Role of protein kinase C in diacylglycerol-mediated induction of ornithine decarboxylase and reduction of epidermal growth factor binding

Abstract

Tumor-promoting phorbol esters induce ornithine decarboxylase (ODCase) activity and reduce epidermal growth factor (EGF) binding in rat tracheal epithelial 2C5 cells. Phorbol esters activate protein kinase C by interacting at the same site as sn-1,2-diacylglycerols, the presumed physiological regulators. The effects of added sn-1,2-diacylglycerols and those generated by phospholipase C treatment of 2C5 cells on ODCase induction and EGF binding were investigated to establish a role for protein kinase C in these cellular responses.

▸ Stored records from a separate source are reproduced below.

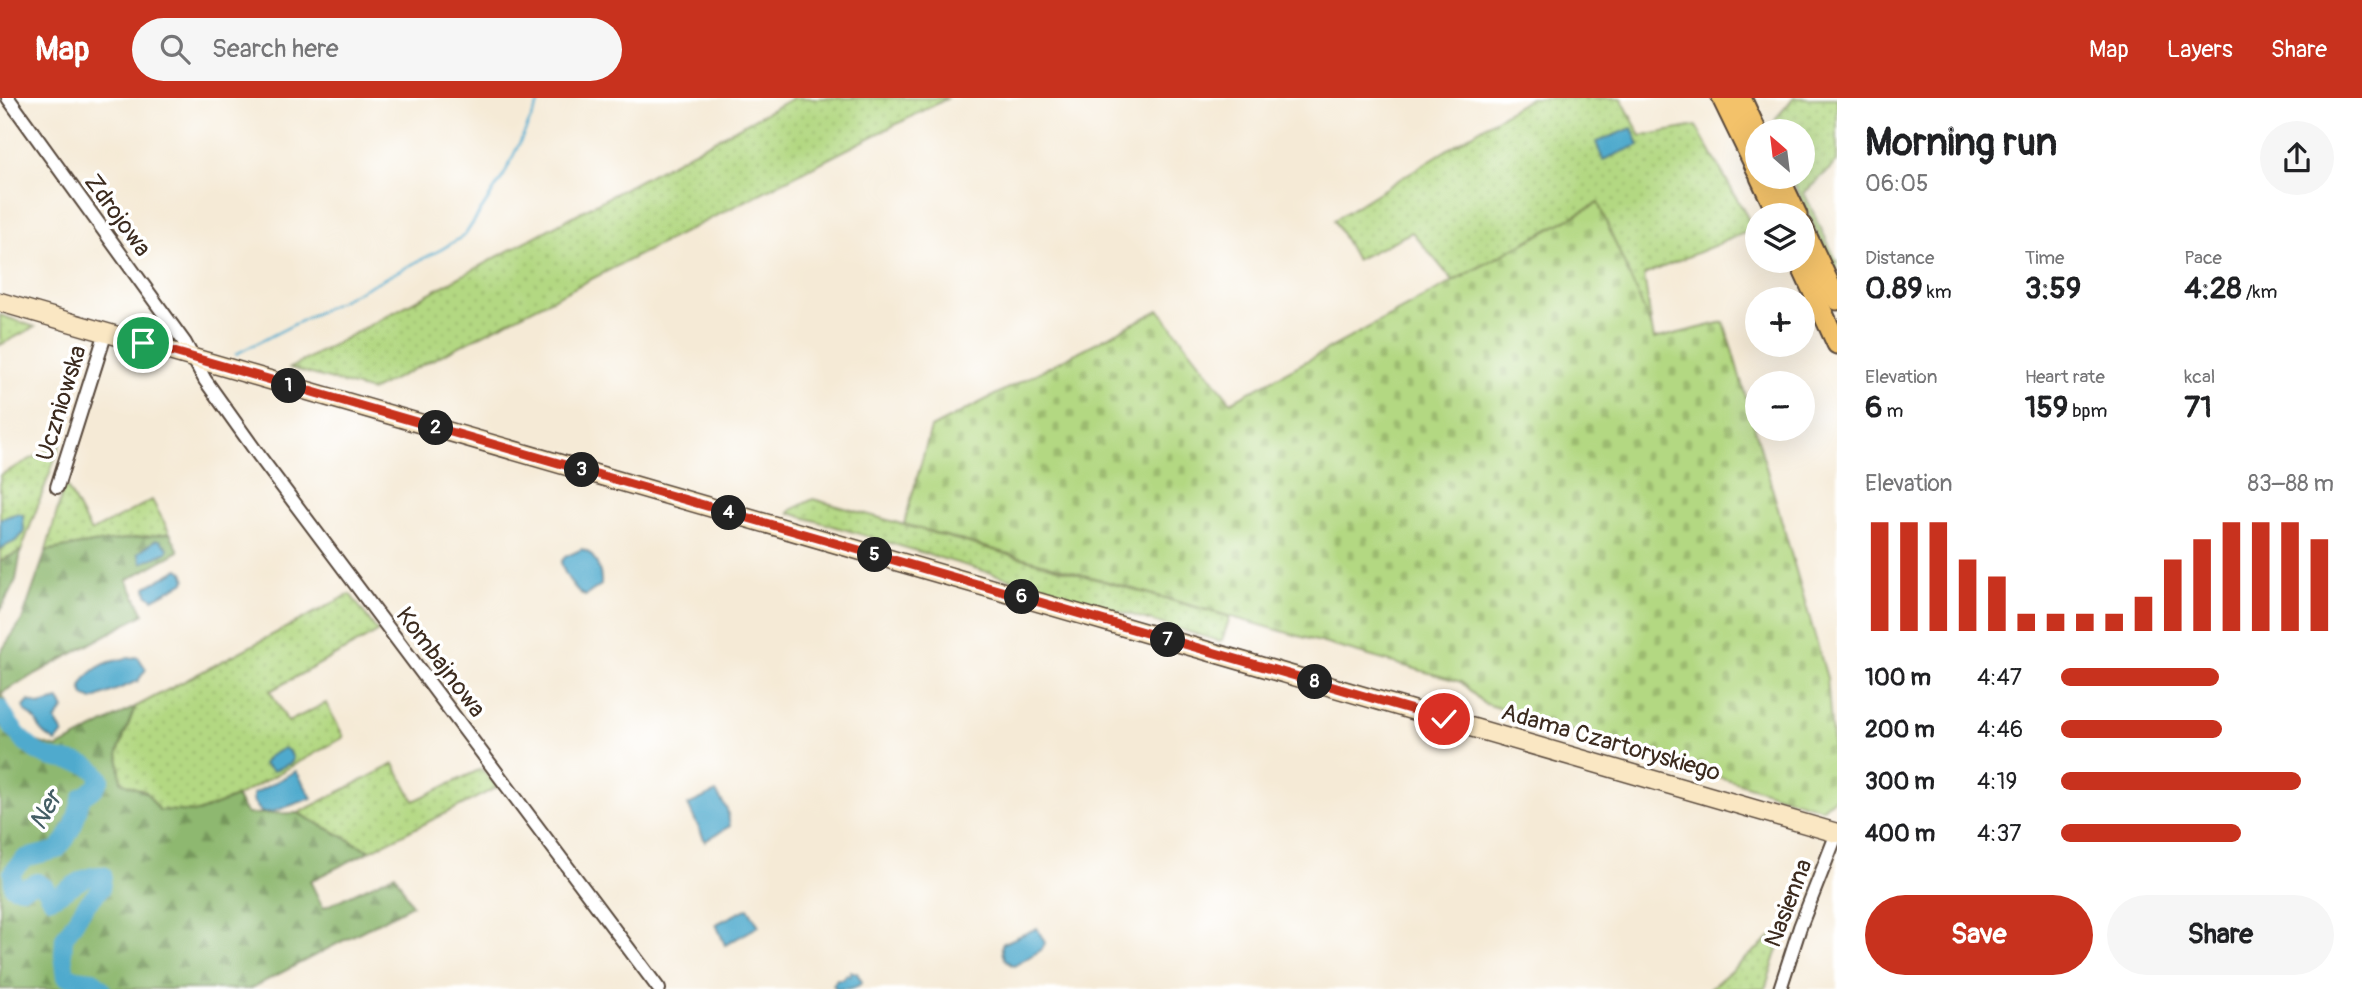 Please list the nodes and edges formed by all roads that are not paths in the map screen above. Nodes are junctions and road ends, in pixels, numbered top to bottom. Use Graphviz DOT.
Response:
graph roads {
  1 [pos="8,98"];
  2 [pos="1722,98"];
  3 [pos="1741,98"];
  4 [pos="1751,119"];
  5 [pos="1745,145"];
  6 [pos="1815,253"];
  7 [pos="1804,273"];
  8 [pos="1837,300"];
  9 [pos="0,302"];
  10 [pos="106,332"];
  11 [pos="1837,344"];
  12 [pos="192,358"];
  13 [pos="57,487"];
  14 [pos="1837,833"];
  15 [pos="659,989"];
  16 [pos="1780,989"];
  1 -- 12 [label="street, Zdrojowa"];
  2 -- 5 [label="main road"];
  3 -- 4 [label="main road"];
  6 -- 8 [label="main road"];
  7 -- 11 [label="main road"];
  9 -- 10 [label="street, Adama Czartoryskiego"];
  10 -- 12 [label="street, Adama Czartoryskiego"];
  10 -- 13 [label="street, Uczniowska"];
  12 -- 14 [label="street, Adama Czartoryskiego"];
  12 -- 15 [label="street, Kombajnowa"];
  14 -- 16 [label="street, Nasienna"];
} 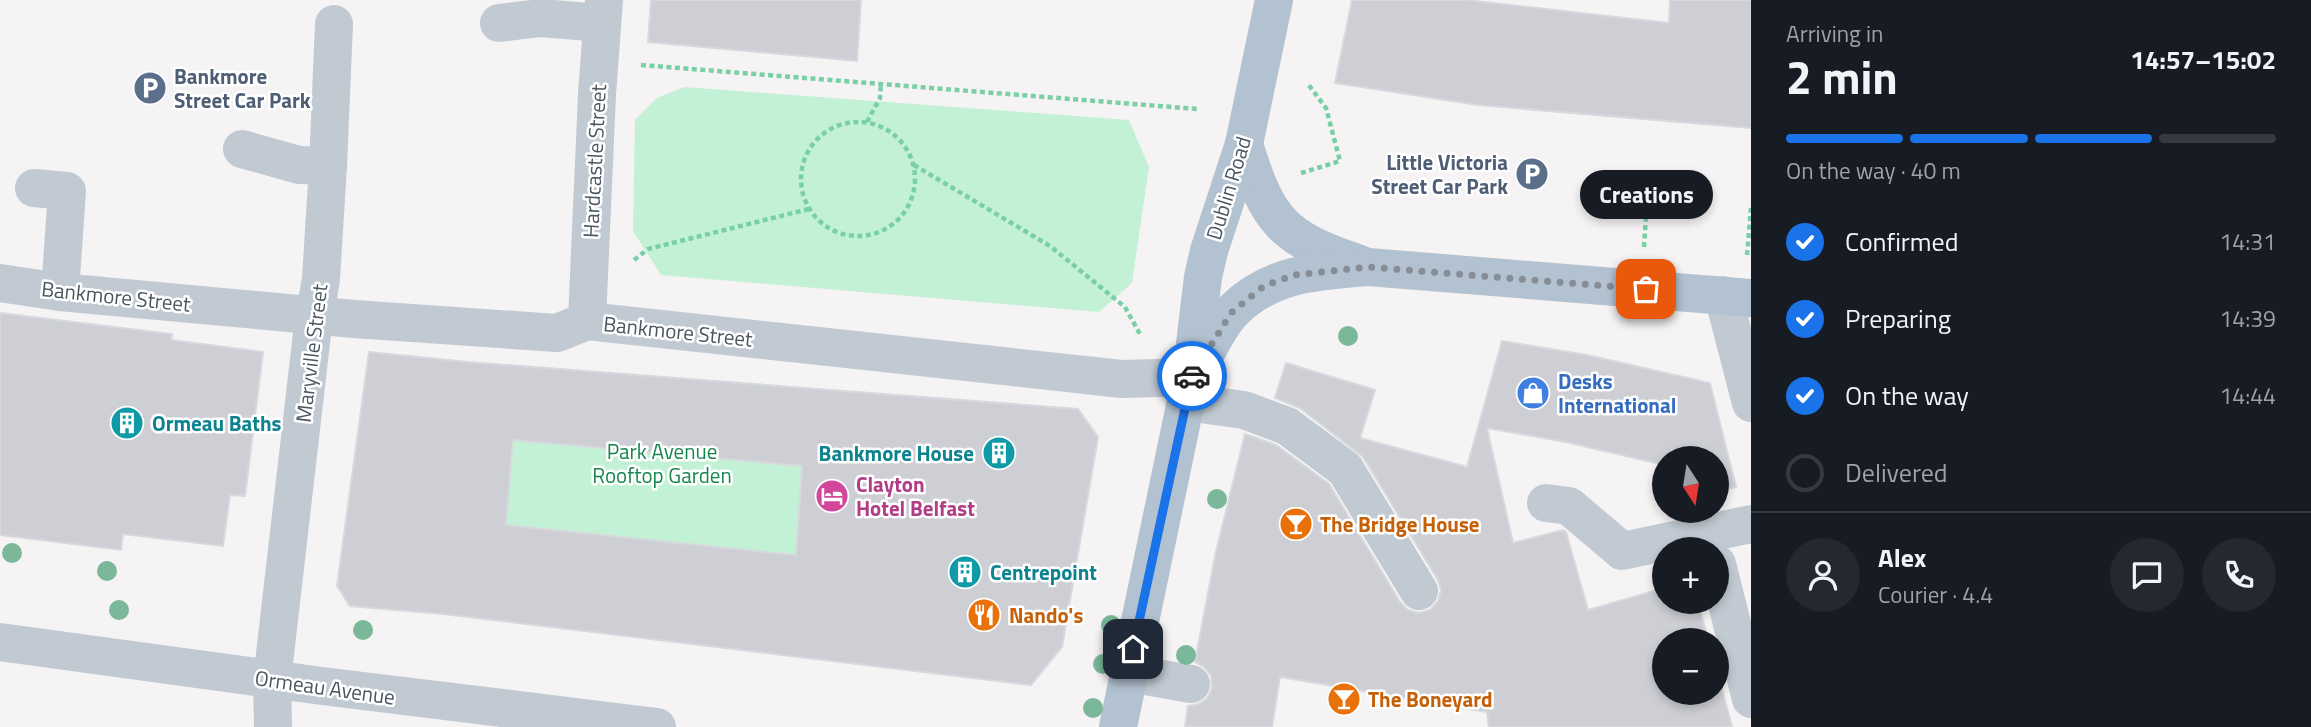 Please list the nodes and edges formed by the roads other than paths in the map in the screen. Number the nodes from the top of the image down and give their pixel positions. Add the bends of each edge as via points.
1 (1274, 0) edge
2 (603, 11) edge
3 (499, 23) dead end
4 (334, 24) dead end
5 (1244, 144) junction
6 (242, 149) dead end
7 (328, 166) junction
8 (34, 188) dead end
9 (1368, 267) junction
10 (0, 283) edge
11 (60, 292) junction
12 (1737, 296) edge
13 (315, 315) junction
14 (587, 321) junction
15 (1189, 390) junction
16 (1751, 403) edge
17 (1545, 503) dead end
18 (1751, 524) edge
19 (1729, 538) edge
20 (1652, 550) edge
21 (1419, 591) dead end
22 (1729, 612) edge
23 (0, 642) edge
24 (1128, 673) junction
25 (272, 680) junction
26 (1191, 684) dead end
27 (1751, 699) edge
28 (273, 727) edge
29 (654, 727) edge
30 (1118, 727) edge

1 - 5 main road, Dublin Road
2 - 3 street
2 - 14 street, Hardcastle Street
4 - 7 street, Maryville Street
5 - 9 main road via 1255,182 1280,225 1322,252
5 - 15 main road, Dublin Road via 1203,277
6 - 7 street via 299,164
7 - 13 street, Maryville Street
8 - 11 street via 67,191
9 - 12 main road
9 - 15 main road via 1294,275 1264,286 1231,313
10 - 11 street, Bankmore Street
11 - 13 street, Bankmore Street
12 - 16 street
13 - 14 street, Bankmore Street via 557,333
13 - 25 street, Maryville Street
14 - 15 street, Bankmore Street
15 - 21 street, Bankmore Street via 1287,426 1345,469
15 - 24 main road
17 - 20 street via 1569,506 1622,551
18 - 19 street
22 - 27 street
23 - 25 street, Ormeau Avenue
24 - 26 street
24 - 30 main road
25 - 28 street, Maryville Street
25 - 29 street, Ormeau Avenue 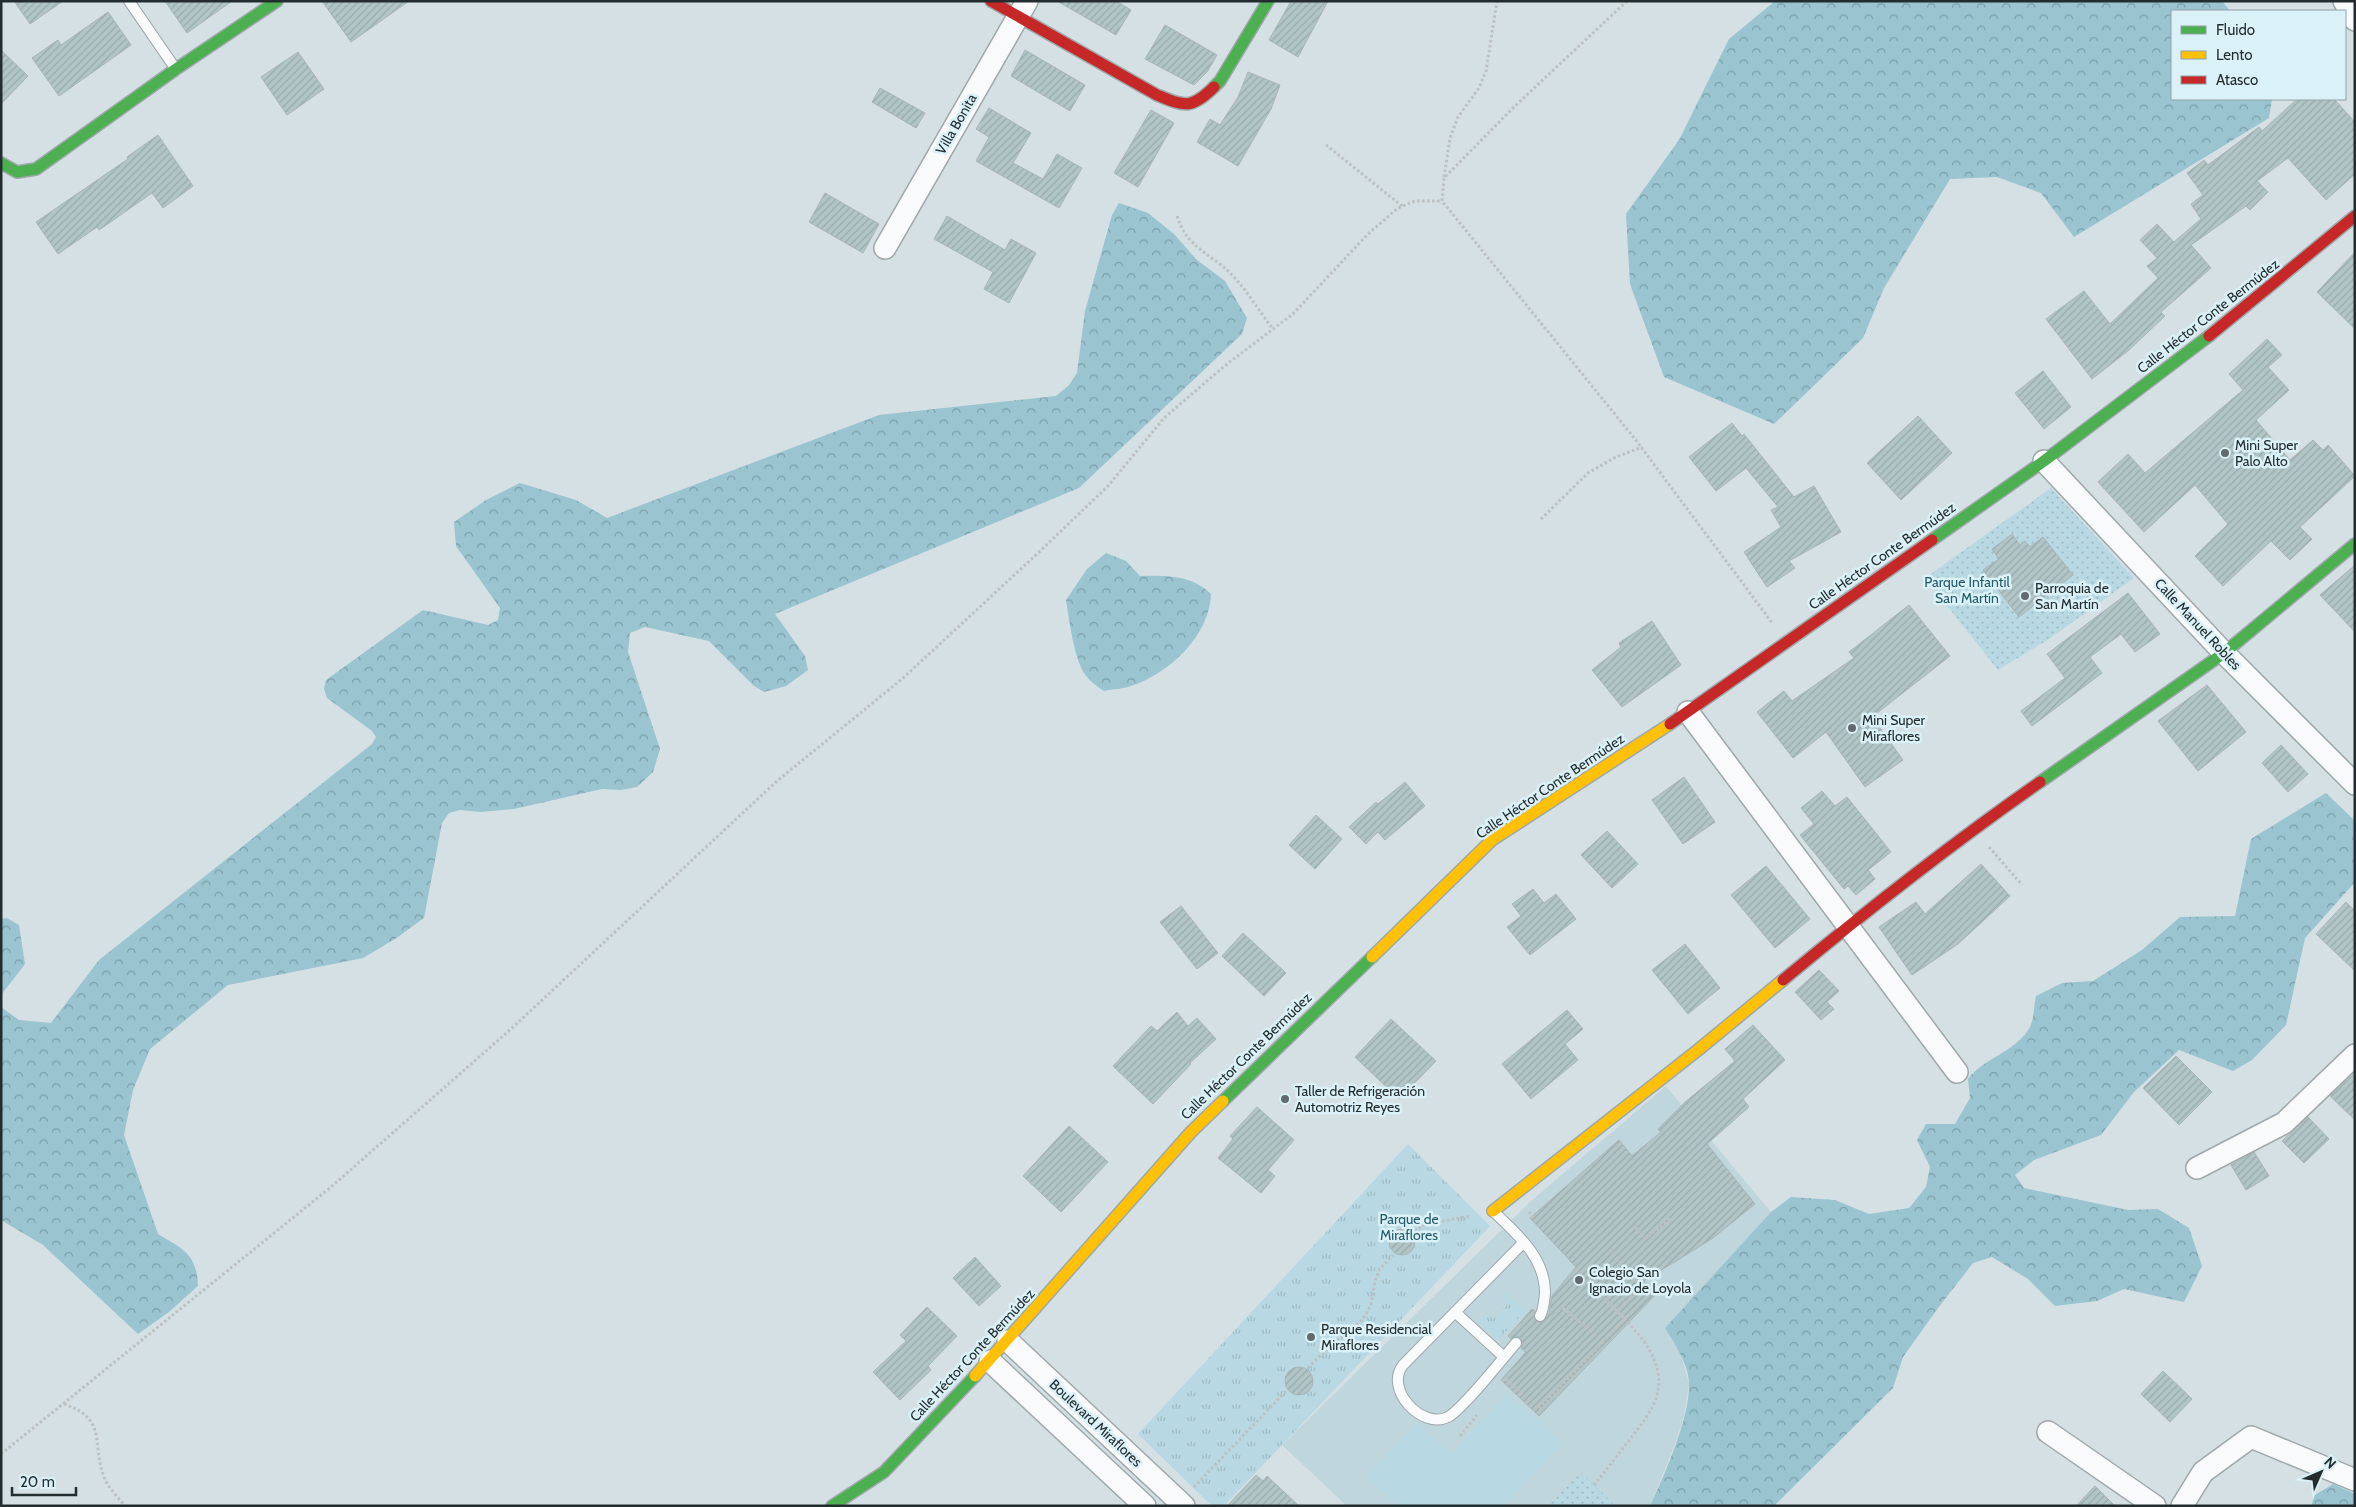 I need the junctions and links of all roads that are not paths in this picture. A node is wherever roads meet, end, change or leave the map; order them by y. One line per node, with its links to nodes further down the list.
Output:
1 (129, 1): 8 (lane)
2 (277, 1): 8 (street)
3 (991, 1): 6 (street)
4 (1268, 1): 6 (street)
5 (2344, 1): 7 (street)
6 (1023, 8): 11 (street, Villa Bonita)
7 (2355, 20)
8 (176, 69): 9 (street)
9 (1, 163)
10 (2355, 216): 12 (street, Calle Héctor Conte Bermúdez)
11 (885, 248)
12 (2044, 460): 14 (street, Calle Manuel Robles); 15 (street, Calle Héctor Conte Bermúdez)
13 (2355, 544): 14 (street)
14 (2224, 653): 16 (street, Calle Manuel Robles); 17 (street)
15 (1688, 712): 17 (street); 25 (street, Calle Héctor Conte Bermúdez)
16 (2355, 784)
17 (1847, 927): 19 (street); 21 (street)
18 (2355, 1056): 20 (street)
19 (1957, 1072)
20 (2197, 1168)
21 (1493, 1211): 22 (lane)
22 (1524, 1242): 23 (lane); 24 (lane)
23 (1455, 1312): 27 (lane); 27 (lane)
24 (1540, 1316)
25 (1008, 1341): 28 (street, Calle Héctor Conte Bermúdez); 31 (street, Boulevard Miraflores)
26 (1516, 1343): 27 (lane)
27 (1504, 1357)
28 (990, 1361): 32 (street, Calle Héctor Conte Bermúdez); 33 (street)
29 (2048, 1432): 34 (street)
30 (2355, 1480): 35 (street)
31 (1182, 1504)
32 (832, 1506)
33 (1145, 1506)
34 (2155, 1506)
35 (2182, 1506)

Treatment of 2C5 cells with phospholipase C induced ODCase activity and reduced EGF binding, whereas phospholipases A2 and D were inactive. When sn-1,2-diacylglycerols containing fatty acids 3-10 carbons in length were added to 2C5 cells, those diacylglycerols containing fatty acids 5-10 carbons in length caused ODCase induction and reduction in EGF binding. sn-1,2-Dioctanoylglycerol was one of the most active compounds tested. It induced ODCase in a dose- (50-500 microM) and time-dependent manner. The reduction of binding of 125I-labeled EGF by sn-1,2-dioctanoylglycerol was also time and dose dependent and appeared to result from a change in EGF affinity and not the number of receptor sites. This series of sn-1,2-diacylglycerols showed similar structure-function relationships in their ability to induce ODCase activity, to decrease EGF binding, to stimulate protein kinase C, and to inhibit [3H]phorbol dibutyrate binding to the phorbol ester receptor. These data demonstrate biological activities for a number of diacylglycerols and indicate that protein kinase C activation is implicated in ODCase induction and decreased EGF binding.